Nel settembre 2023, il Comando Generale aveva comunicato un piano graduale di distribuzione che prevedeva:
- Entro il 2023, dotazione alle Pattuglie Mobili di Zona e Tenenze;
- Dal 2024, distribuzione alle Stazioni di terza fascia;
- Entro il 2025, estensione alle Stazioni di seconda fascia.
Siamo nel 2026 e questo programma presenta enormi discrasie rispetto alla realtà operativa.
Oggi, in Italia, i Taser disponibili vengono utilizzati prevalentemente dai reparti Radiomobile, mentre la stragrande maggioranza
delle Stazioni Carabinieri — soprattutto quelle di fascia inferiore — continua ad essere esclusa da questa dotazione essenziale.
Eppure le Stazioni:
- Operano con turnazioni identiche a quelle del Radiomobile;
- Sono spesso le prime ad essere inviate negli interventi dalla Centrale Operativa;
- Affrontano le stesse criticità operative e gli stessi rischi;
- Garantiscono il controllo capillare del territorio h24.
Non è accettabile che esistano Carabinieri di serie A, dotati di strumenti adeguati per la propria incolumità e quella dei cittadini,
e Carabinieri di serie B, costretti ad affrontare le medesime situazioni operative senza le stesse tutele.

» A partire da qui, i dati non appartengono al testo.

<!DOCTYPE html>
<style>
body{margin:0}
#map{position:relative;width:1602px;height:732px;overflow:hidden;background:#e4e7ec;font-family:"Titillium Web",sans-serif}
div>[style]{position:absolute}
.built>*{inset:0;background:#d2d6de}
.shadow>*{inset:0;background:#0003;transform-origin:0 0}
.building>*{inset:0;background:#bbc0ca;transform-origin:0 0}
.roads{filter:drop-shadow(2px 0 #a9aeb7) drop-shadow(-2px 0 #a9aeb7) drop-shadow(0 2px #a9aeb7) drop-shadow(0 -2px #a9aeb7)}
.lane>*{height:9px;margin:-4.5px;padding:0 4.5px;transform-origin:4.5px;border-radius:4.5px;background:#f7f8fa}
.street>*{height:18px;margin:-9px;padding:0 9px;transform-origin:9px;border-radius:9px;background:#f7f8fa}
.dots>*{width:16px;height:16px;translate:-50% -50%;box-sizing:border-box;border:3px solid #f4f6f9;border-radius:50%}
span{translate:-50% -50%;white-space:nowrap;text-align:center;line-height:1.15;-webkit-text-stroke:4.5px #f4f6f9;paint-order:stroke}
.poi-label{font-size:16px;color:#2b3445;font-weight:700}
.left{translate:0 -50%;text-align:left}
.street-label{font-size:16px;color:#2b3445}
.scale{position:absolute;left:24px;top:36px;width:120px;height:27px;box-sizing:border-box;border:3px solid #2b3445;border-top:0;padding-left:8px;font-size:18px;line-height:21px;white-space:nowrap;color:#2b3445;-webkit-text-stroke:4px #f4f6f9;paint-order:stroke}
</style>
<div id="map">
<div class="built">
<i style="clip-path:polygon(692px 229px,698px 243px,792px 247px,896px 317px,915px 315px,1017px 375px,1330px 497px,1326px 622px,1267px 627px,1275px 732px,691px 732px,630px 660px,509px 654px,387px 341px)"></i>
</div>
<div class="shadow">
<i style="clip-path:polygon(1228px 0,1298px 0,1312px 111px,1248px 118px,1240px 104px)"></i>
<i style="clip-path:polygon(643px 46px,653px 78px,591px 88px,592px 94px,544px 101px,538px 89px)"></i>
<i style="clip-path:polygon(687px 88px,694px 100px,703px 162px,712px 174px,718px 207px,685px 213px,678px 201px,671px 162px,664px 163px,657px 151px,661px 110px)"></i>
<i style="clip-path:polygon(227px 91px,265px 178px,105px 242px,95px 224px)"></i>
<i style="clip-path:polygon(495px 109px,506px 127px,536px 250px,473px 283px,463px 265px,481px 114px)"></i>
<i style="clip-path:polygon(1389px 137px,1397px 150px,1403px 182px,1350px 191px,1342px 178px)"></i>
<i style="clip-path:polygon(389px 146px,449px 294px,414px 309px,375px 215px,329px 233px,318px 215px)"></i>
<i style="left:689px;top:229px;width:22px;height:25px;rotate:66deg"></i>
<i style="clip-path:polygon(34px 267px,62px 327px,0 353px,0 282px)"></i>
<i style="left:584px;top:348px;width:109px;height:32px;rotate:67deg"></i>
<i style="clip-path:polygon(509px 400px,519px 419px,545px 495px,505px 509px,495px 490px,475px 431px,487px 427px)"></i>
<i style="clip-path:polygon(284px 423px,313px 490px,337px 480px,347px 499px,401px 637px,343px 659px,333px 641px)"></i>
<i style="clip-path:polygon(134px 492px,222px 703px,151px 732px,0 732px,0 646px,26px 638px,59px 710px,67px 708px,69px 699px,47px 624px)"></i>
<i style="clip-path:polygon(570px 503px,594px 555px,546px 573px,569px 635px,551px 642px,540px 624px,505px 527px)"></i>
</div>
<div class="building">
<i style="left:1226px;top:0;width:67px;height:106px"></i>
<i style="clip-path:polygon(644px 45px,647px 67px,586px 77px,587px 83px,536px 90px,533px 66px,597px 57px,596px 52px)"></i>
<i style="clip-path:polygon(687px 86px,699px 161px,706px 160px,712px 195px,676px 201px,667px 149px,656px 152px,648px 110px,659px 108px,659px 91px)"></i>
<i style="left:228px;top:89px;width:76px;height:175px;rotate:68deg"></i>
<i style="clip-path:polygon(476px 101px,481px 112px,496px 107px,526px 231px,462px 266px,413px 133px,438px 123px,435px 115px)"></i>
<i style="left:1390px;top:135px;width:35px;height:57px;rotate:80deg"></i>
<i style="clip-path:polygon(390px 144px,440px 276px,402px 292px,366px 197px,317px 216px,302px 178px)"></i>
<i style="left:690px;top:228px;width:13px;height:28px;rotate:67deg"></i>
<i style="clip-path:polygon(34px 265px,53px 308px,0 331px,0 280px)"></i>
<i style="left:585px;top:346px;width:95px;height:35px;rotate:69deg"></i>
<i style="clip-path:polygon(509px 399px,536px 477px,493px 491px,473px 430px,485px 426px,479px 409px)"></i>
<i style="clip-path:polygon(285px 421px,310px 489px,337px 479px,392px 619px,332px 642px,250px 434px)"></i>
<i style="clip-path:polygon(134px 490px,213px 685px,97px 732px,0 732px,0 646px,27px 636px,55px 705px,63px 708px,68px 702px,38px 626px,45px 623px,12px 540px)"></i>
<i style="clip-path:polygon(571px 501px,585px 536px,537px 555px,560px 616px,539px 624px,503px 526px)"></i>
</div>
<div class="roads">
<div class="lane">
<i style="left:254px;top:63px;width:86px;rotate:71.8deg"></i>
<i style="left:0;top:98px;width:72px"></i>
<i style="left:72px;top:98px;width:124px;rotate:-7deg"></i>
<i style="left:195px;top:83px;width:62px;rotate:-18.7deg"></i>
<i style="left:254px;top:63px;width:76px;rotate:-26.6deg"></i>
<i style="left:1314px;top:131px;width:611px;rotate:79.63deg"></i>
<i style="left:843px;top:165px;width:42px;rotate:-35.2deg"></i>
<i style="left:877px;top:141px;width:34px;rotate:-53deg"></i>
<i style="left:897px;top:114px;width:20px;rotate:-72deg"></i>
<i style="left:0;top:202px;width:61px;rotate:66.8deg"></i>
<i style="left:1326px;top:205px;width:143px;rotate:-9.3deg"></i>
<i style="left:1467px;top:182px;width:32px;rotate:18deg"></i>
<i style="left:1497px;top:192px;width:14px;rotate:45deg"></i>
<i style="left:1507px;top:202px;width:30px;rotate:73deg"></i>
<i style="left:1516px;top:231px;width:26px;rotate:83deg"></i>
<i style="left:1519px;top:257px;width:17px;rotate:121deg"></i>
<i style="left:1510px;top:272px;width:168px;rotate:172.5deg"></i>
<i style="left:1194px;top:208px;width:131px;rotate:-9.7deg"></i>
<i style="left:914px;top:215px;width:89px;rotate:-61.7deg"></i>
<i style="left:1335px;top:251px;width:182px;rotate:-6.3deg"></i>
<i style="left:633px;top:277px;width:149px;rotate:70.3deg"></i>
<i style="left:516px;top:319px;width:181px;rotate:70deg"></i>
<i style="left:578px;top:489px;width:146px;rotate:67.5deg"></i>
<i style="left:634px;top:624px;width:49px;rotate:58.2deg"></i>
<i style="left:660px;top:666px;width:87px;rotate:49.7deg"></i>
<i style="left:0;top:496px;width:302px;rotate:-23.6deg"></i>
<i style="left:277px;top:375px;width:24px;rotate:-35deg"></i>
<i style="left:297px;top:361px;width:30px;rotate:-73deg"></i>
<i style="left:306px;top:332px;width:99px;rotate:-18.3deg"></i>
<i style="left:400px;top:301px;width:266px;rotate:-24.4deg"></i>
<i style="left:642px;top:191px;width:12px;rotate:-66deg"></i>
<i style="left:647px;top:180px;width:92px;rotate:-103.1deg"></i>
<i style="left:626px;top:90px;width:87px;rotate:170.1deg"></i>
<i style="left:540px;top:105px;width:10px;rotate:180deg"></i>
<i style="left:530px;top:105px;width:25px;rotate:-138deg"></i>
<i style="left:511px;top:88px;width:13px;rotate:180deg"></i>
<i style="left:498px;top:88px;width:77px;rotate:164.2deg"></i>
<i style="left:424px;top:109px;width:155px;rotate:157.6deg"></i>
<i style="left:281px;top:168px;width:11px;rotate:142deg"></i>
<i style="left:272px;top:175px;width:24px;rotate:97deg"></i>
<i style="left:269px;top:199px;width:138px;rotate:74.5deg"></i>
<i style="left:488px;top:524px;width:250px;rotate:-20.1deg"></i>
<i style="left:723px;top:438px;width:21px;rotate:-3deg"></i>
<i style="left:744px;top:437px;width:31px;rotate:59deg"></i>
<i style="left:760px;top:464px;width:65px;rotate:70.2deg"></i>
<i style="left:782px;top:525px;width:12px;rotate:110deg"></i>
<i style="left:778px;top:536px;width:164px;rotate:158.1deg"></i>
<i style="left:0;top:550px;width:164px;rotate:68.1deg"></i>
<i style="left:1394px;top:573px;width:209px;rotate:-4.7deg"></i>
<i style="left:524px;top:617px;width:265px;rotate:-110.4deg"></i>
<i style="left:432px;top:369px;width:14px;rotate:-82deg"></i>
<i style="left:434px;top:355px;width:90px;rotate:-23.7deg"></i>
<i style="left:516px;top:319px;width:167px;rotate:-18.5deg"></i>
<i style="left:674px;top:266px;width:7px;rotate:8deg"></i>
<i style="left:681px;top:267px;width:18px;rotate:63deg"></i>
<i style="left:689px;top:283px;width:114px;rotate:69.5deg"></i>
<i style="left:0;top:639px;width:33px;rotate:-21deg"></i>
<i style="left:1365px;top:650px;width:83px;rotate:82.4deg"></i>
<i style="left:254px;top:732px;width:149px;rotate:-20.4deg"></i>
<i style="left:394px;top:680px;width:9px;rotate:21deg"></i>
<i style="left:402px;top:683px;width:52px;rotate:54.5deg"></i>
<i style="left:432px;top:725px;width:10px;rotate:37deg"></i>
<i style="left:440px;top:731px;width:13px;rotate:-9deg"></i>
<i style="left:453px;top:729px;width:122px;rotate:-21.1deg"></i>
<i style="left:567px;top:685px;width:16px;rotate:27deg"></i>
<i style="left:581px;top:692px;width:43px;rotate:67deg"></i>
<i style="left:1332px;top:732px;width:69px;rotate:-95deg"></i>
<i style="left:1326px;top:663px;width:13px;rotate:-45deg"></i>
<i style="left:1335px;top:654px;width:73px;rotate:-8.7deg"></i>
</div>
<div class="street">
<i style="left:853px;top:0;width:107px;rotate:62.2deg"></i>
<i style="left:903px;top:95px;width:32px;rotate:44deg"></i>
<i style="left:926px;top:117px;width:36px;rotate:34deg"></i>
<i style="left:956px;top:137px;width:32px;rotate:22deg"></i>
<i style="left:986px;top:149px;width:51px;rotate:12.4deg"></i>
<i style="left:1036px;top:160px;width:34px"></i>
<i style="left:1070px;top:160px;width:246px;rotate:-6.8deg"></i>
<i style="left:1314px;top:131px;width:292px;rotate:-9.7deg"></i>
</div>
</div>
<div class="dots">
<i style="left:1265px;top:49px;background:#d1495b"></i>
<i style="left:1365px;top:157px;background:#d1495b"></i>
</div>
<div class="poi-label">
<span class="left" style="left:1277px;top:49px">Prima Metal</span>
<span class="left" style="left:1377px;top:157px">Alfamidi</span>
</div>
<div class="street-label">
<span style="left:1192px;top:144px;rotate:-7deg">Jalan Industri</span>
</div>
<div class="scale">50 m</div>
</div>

Il Taser non è un optional: è uno strumento che può fare la differenza tra la vita e la morte, tra la gestione sicura di un intervento
e l’escalation della violenza.
Si chiede:
- Trasparenza: un aggiornamento pubblico e dettagliato sullo stato di avanzamento della distribuzione;
- Tempi certi: una programmazione vincolante con scadenze precise per il completamento dell’assegnazione a tutte le Stazioni;
- Priorità operative: considerare che le Stazioni rappresentano il primo presidio territoriale e meritano pari dignità operativa.
Nel silenzio delle istituzioni, i Carabinieri delle Stazioni continuano il loro servizio quotidiano con professionalità e dedizione,
spesso in condizioni di inferiorità strumentale.
I Carabinieri non chiedono privilegi, chiedono equità. Non chiedono favori, chiedono sicurezza.
È tempo che si esca dal silenzio e si forniscano risposte concrete a chi, ogni giorno, garantisce la sicurezza dei cittadini
mettendo a rischio la propria incolumità.